▸ **WORK INSTRUCTIONS**:
Filtering the records below, copy only those lines that include the word "numbered".

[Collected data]
# # # #

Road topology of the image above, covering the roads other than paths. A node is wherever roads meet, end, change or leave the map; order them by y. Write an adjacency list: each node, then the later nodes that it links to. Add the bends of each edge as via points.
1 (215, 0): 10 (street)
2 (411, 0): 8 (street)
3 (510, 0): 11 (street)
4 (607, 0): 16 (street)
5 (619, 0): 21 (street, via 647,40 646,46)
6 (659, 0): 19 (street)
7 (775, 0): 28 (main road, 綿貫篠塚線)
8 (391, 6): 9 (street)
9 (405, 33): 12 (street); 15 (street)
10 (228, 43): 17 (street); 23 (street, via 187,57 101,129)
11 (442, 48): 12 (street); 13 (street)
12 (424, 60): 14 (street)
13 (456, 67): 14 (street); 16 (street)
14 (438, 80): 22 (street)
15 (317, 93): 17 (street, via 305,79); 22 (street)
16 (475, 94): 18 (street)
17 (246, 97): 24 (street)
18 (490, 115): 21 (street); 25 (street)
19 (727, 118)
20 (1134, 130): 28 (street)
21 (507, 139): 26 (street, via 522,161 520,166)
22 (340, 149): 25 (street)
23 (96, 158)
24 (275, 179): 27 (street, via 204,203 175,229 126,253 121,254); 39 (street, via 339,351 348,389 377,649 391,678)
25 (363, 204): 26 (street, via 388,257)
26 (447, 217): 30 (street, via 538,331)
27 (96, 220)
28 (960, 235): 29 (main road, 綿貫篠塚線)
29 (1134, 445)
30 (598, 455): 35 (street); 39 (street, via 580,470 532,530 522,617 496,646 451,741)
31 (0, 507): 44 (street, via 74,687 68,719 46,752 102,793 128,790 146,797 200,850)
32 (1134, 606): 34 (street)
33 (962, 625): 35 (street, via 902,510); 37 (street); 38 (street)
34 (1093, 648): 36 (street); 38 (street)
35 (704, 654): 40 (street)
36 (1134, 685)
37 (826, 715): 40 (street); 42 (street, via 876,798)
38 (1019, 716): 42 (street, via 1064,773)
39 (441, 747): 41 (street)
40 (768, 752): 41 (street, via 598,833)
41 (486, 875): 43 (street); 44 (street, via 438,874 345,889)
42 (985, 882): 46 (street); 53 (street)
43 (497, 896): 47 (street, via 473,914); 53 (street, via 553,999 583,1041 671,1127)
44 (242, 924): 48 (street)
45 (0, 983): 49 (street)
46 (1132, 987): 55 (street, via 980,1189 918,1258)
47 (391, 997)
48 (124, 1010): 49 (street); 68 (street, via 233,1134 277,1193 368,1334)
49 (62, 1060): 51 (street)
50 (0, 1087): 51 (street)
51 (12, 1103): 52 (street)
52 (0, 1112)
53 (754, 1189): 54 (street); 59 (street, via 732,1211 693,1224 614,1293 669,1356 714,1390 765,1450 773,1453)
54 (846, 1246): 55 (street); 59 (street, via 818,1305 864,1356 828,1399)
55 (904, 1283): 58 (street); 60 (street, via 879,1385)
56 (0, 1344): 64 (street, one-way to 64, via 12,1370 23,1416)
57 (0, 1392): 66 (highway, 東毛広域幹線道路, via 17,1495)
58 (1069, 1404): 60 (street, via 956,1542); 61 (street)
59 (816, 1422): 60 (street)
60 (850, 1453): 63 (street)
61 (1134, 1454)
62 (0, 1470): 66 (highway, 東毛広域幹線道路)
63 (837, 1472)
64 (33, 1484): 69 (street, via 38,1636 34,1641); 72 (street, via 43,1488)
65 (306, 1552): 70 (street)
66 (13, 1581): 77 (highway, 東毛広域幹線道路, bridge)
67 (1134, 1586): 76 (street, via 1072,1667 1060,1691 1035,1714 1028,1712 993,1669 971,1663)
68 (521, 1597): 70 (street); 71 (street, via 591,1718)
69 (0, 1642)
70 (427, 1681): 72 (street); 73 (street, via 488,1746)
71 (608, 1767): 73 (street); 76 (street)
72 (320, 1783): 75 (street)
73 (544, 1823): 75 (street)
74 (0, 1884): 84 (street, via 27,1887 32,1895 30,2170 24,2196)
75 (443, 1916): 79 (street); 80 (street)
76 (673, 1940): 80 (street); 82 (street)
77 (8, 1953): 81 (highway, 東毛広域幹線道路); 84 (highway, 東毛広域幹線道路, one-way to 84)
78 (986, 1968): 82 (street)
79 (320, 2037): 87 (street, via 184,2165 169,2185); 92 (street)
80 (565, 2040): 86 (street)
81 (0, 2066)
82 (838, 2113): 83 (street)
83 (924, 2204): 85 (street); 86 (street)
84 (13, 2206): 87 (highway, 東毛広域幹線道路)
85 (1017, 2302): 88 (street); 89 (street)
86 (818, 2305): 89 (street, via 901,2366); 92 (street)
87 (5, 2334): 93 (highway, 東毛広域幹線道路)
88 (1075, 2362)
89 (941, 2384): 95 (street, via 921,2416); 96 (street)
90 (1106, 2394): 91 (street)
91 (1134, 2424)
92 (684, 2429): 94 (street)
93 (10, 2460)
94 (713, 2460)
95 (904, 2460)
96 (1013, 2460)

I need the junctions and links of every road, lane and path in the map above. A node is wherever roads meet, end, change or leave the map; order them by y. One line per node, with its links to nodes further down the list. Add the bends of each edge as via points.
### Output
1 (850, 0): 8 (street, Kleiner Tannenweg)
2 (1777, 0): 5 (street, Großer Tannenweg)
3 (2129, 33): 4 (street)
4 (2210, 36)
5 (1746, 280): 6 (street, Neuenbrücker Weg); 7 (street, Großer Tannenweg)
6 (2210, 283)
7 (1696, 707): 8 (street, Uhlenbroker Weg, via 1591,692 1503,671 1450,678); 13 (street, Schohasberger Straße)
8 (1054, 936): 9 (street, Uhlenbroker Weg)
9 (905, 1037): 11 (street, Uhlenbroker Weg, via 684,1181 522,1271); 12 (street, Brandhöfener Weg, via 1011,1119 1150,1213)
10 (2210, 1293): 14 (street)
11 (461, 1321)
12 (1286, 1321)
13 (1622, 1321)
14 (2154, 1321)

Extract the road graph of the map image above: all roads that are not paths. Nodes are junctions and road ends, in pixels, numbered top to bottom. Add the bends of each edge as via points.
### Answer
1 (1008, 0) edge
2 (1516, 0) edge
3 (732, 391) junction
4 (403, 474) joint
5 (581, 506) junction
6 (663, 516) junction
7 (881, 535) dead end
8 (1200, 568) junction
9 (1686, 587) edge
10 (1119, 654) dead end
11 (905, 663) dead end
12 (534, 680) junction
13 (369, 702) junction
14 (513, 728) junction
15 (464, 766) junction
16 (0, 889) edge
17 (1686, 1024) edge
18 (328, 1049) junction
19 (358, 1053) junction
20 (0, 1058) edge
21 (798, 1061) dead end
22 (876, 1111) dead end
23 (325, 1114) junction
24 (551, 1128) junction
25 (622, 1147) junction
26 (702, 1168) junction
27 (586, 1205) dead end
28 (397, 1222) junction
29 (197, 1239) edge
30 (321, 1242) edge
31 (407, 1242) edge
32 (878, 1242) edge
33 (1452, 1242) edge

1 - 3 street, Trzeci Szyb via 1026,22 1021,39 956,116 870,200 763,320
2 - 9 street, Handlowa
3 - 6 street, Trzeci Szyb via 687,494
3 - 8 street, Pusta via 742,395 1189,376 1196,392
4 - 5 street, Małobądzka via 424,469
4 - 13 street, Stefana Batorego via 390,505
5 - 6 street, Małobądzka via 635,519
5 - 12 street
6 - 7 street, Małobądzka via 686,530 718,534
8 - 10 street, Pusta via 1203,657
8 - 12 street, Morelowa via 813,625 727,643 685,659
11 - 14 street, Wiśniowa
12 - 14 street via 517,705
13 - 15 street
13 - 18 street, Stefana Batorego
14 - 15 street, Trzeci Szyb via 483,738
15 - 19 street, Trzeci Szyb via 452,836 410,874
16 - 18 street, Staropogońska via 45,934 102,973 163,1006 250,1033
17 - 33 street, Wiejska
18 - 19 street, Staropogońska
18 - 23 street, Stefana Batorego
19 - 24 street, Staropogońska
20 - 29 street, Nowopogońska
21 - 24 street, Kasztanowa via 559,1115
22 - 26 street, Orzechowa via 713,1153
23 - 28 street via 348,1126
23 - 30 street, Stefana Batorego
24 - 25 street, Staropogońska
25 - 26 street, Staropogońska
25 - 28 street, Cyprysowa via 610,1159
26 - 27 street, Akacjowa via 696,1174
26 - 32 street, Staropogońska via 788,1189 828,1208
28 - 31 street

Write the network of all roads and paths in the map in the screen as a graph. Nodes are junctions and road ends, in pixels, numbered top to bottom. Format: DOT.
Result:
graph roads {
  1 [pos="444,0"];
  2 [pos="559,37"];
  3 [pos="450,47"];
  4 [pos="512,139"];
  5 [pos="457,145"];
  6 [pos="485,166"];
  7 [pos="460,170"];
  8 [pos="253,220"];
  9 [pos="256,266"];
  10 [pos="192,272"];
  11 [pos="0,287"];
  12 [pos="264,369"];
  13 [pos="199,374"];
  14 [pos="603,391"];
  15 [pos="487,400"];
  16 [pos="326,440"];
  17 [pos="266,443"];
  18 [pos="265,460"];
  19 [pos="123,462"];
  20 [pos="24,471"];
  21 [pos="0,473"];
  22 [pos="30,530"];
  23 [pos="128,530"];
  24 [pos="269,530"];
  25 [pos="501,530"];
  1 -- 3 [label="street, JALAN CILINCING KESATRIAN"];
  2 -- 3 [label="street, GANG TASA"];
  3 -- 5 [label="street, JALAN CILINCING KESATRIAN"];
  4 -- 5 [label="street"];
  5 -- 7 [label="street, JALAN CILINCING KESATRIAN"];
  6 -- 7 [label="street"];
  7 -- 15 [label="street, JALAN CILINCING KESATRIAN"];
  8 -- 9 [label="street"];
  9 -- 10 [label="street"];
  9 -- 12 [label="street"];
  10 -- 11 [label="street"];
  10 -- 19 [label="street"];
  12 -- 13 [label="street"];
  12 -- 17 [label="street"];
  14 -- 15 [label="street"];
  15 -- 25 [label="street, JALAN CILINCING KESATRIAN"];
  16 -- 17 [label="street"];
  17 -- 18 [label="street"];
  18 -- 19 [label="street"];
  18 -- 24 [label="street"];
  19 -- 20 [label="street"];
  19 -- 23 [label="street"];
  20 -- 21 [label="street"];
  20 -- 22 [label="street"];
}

# # # #

▸ **ANSWER TO THE PROBLEM**:
Extract the road graph of the map image above: all roads that are not paths. Nodes are junctions and road ends, in pixels, numbered top to bottom. Add the bends of each edge as via points.
Write the network of all roads and paths in the map in the screen as a graph. Nodes are junctions and road ends, in pixels, numbered top to bottom. Format: DOT.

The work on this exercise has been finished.